┌─ GIVEN RECORDS
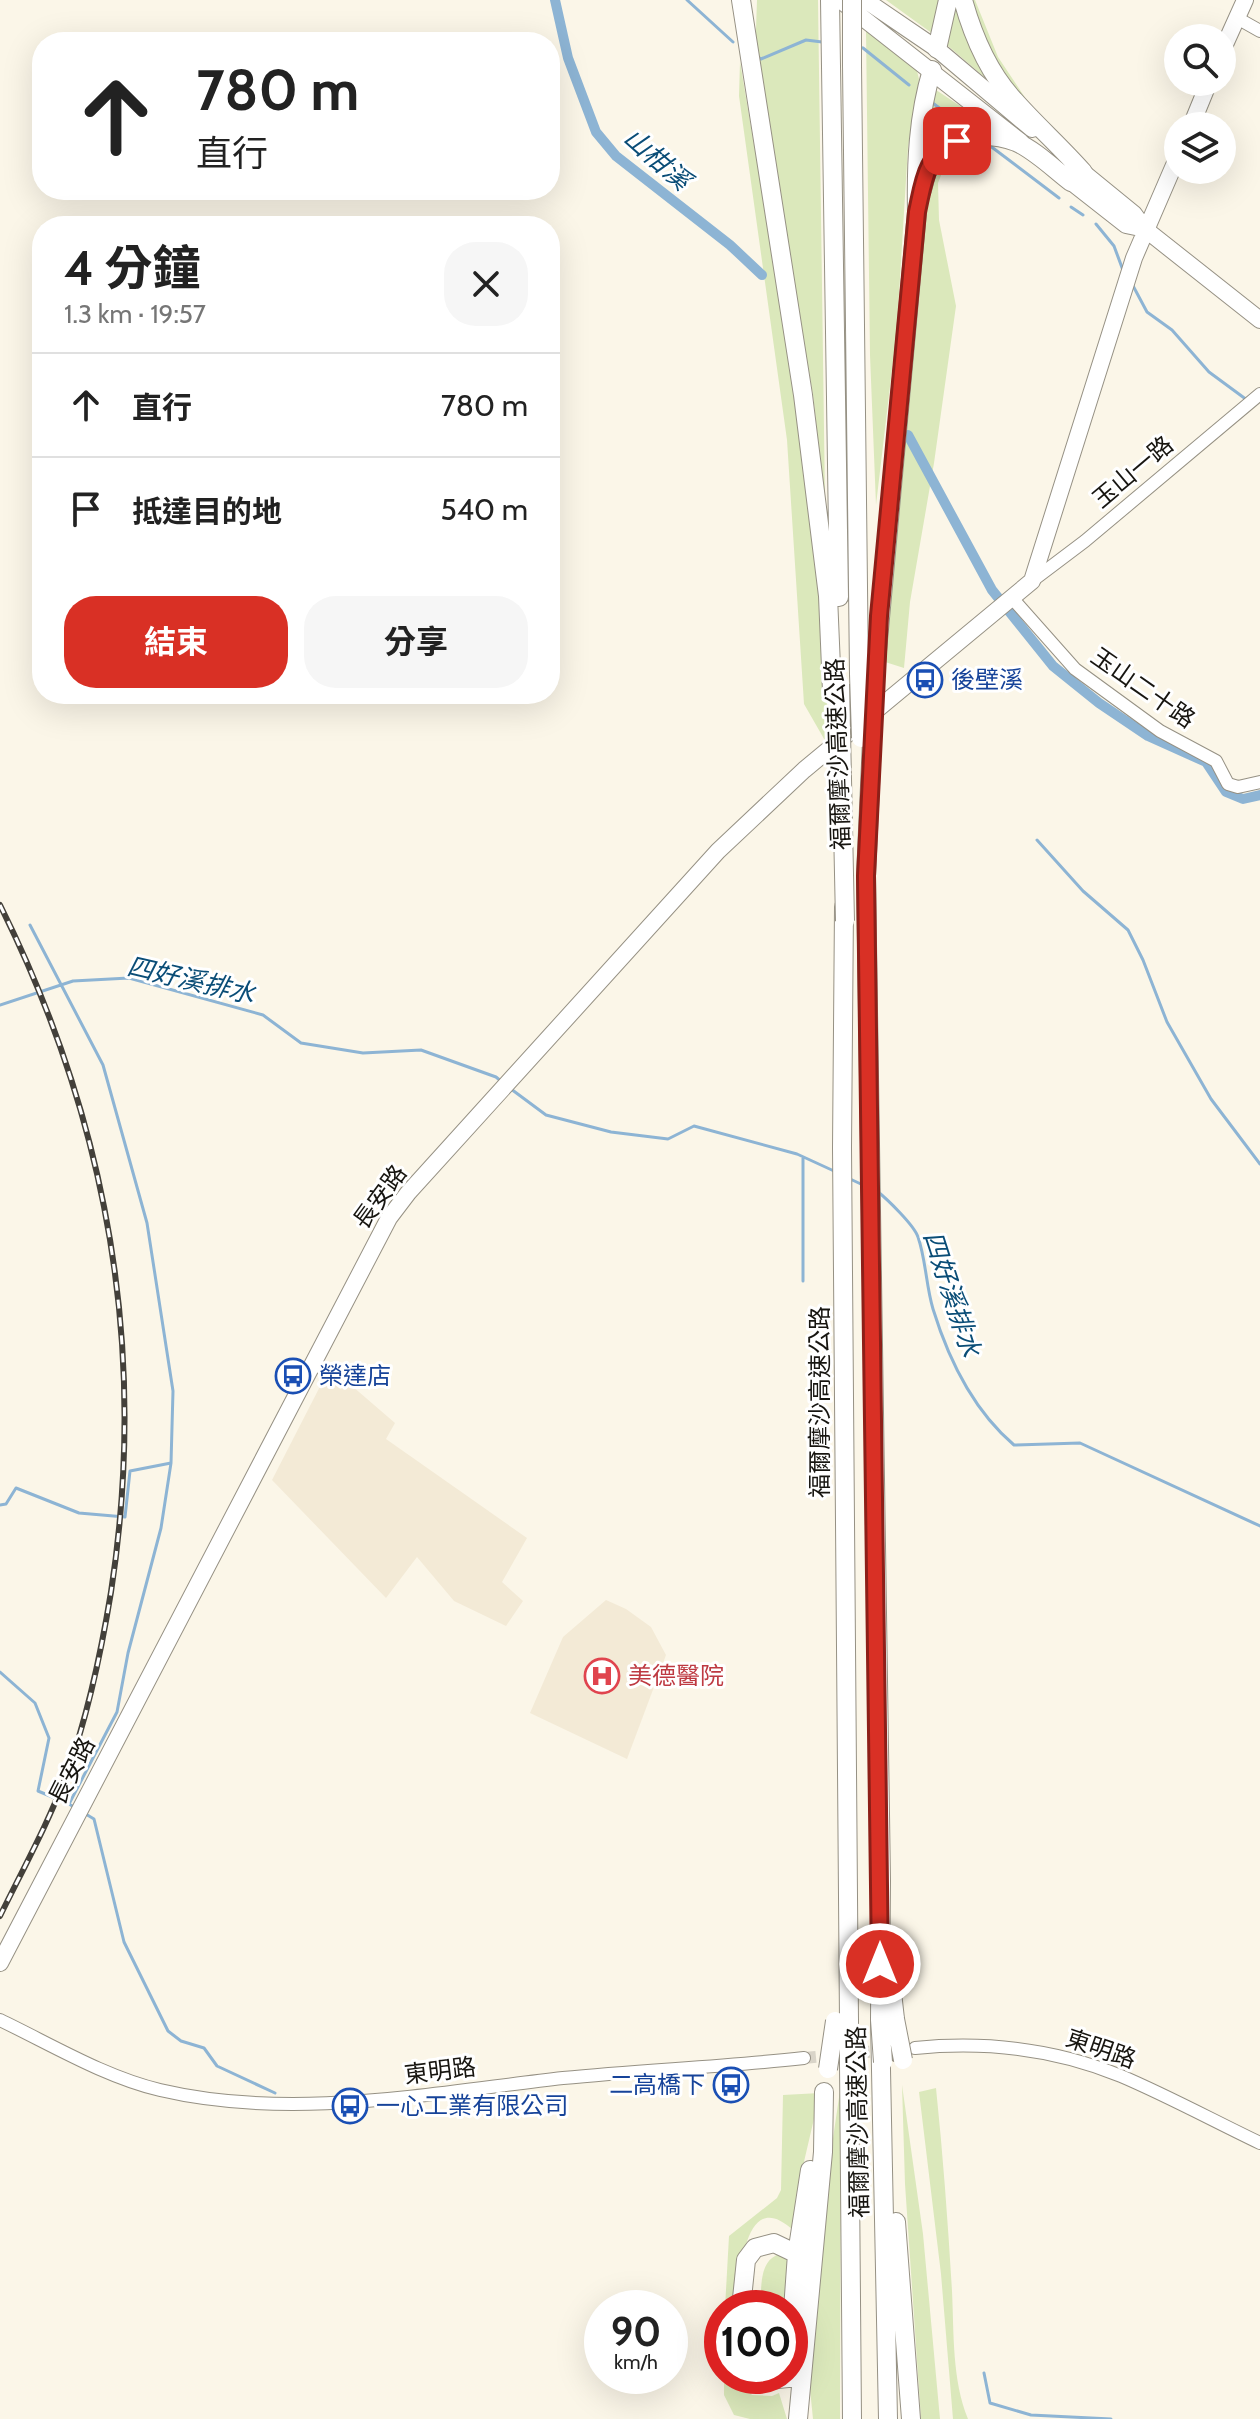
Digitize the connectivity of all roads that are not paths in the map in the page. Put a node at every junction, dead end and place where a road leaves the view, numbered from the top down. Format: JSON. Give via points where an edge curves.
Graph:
{"nodes":[{"id":1,"x":741,"y":0,"type":"edge"},
{"id":2,"x":754,"y":0,"type":"edge"},
{"id":3,"x":830,"y":0,"type":"edge"},
{"id":4,"x":840,"y":0,"type":"edge"},
{"id":5,"x":852,"y":0,"type":"edge"},
{"id":6,"x":865,"y":0,"type":"edge"},
{"id":7,"x":948,"y":0,"type":"edge"},
{"id":8,"x":963,"y":0,"type":"edge"},
{"id":9,"x":1245,"y":0,"type":"edge"},
{"id":10,"x":1237,"y":18,"type":"junction"},
{"id":11,"x":1234,"y":24,"type":"edge"},
{"id":12,"x":1260,"y":31,"type":"edge"},
{"id":13,"x":937,"y":49,"type":"junction"},
{"id":14,"x":932,"y":70,"type":"junction"},
{"id":15,"x":753,"y":85,"type":"junction"},
{"id":16,"x":1077,"y":177,"type":"junction"},
{"id":17,"x":1165,"y":184,"type":"edge"},
{"id":18,"x":1159,"y":197,"type":"junction"},
{"id":19,"x":1103,"y":198,"type":"junction"},
{"id":20,"x":917,"y":212,"type":"junction"},
{"id":21,"x":1145,"y":229,"type":"junction"},
{"id":22,"x":1130,"y":271,"type":"junction"},
{"id":23,"x":1260,"y":320,"type":"edge"},
{"id":24,"x":1253,"y":399,"type":"edge"},
{"id":25,"x":1032,"y":581,"type":"junction"},
{"id":26,"x":1012,"y":598,"type":"junction"},
{"id":27,"x":867,"y":673,"type":"junction"},
{"id":28,"x":836,"y":687,"type":"junction"},
{"id":29,"x":1260,"y":782,"type":"edge"},
{"id":30,"x":845,"y":921,"type":"junction"},
{"id":31,"x":0,"y":1963,"type":"edge"},
{"id":32,"x":888,"y":2019,"type":"junction"},
{"id":33,"x":0,"y":2020,"type":"edge"},
{"id":34,"x":842,"y":2021,"type":"junction"},
{"id":35,"x":909,"y":2054,"type":"joint"},
{"id":36,"x":804,"y":2058,"type":"tunnel mouth"},
{"id":37,"x":824,"y":2092,"type":"junction"},
{"id":38,"x":1260,"y":2143,"type":"edge"},
{"id":39,"x":797,"y":2254,"type":"junction"},
{"id":40,"x":743,"y":2290,"type":"edge"},
{"id":41,"x":794,"y":2290,"type":"edge"},
{"id":42,"x":792,"y":2394,"type":"edge"},
{"id":43,"x":798,"y":2419,"type":"edge"},
{"id":44,"x":852,"y":2419,"type":"edge"},
{"id":45,"x":888,"y":2419,"type":"edge"},
{"id":46,"x":911,"y":2419,"type":"edge"}],
"edges":[{"from":1,"to":15,"type":"highway"},
{"from":2,"to":15,"type":"highway"},
{"from":3,"to":28,"type":"highway","name":"福爾摩沙高速公路"},
{"from":4,"to":14,"type":"main road"},
{"from":5,"to":27,"type":"highway","name":"福爾摩沙高速公路","bridge":true},
{"from":6,"to":13,"type":"main road"},
{"from":7,"to":13,"type":"highway"},
{"from":8,"to":16,"type":"highway","via":[[989,65],[1013,99],[1055,139]]},
{"from":9,"to":10,"type":"main road"},
{"from":10,"to":11,"type":"main road"},
{"from":10,"to":12,"type":"street"},
{"from":13,"to":14,"type":"main road"},
{"from":13,"to":16,"type":"main road"},
{"from":14,"to":16,"type":"main road"},
{"from":14,"to":20,"type":"highway","via":[[923,100]]},
{"from":15,"to":28,"type":"highway","via":[[807,425]]},
{"from":16,"to":19,"type":"main road"},
{"from":16,"to":20,"type":"highway","via":[[1018,143],[987,135],[971,137],[935,155]]},
{"from":17,"to":18,"type":"main road"},
{"from":18,"to":19,"type":"main road","via":[[1140,207]]},
{"from":18,"to":21,"type":"main road"},
{"from":19,"to":21,"type":"main road","via":[[1126,225]]},
{"from":19,"to":22,"type":"main road","via":[[1133,242]]},
{"from":20,"to":27,"type":"highway"},
{"from":21,"to":22,"type":"main road"},
{"from":21,"to":23,"type":"main road"},
{"from":22,"to":25,"type":"main road"},
{"from":24,"to":25,"type":"street","name":"玉山一路"},
{"from":25,"to":26,"type":"main road","name":"長安路"},
{"from":26,"to":29,"type":"street","name":"玉山二十路","via":[[1075,669],[1160,731],[1216,761],[1228,784]]},
{"from":26,"to":31,"type":"main road","name":"長安路","via":[[804,770],[718,851],[389,1218]]},
{"from":27,"to":32,"type":"highway","name":"福爾摩沙高速公路","bridge":true,"via":[[869,1160]]},
{"from":28,"to":30,"type":"highway","name":"福爾摩沙高速公路","bridge":true},
{"from":28,"to":30,"type":"highway"},
{"from":30,"to":34,"type":"highway","name":"福爾摩沙高速公路","via":[[847,1856]]},
{"from":32,"to":35,"type":"highway","bridge":true},
{"from":32,"to":45,"type":"highway","name":"福爾摩沙高速公路"},
{"from":32,"to":46,"type":"highway","bridge":true,"via":[[883,2062]]},
{"from":33,"to":36,"type":"street","name":"東明路","via":[[132,2083],[199,2098],[299,2104]]},
{"from":34,"to":37,"type":"highway","bridge":true},
{"from":34,"to":44,"type":"highway","name":"福爾摩沙高速公路","bridge":true,"via":[[849,2064]]},
{"from":35,"to":38,"type":"street","name":"東明路","via":[[997,2046],[1059,2056],[1119,2076]]},
{"from":37,"to":39,"type":"highway"},
{"from":37,"to":43,"type":"highway"},
{"from":39,"to":40,"type":"highway","via":[[774,2243],[755,2248],[746,2260]]},
{"from":39,"to":41,"type":"highway"},
{"from":42,"to":43,"type":"highway"}]}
└─
WORK INSTRUCTIONS. Copy out each line from the listing that contains the string "street".

WRITTEN SOLUTION.
{"from":10,"to":12,"type":"street"},
{"from":24,"to":25,"type":"street","name":"玉山一路"},
{"from":26,"to":29,"type":"street","name":"玉山二十路","via":[[1075,669],[1160,731],[1216,761],[1228,784]]},
{"from":33,"to":36,"type":"street","name":"東明路","via":[[132,2083],[199,2098],[299,2104]]},
{"from":35,"to":38,"type":"street","name":"東明路","via":[[997,2046],[1059,2056],[1119,2076]]},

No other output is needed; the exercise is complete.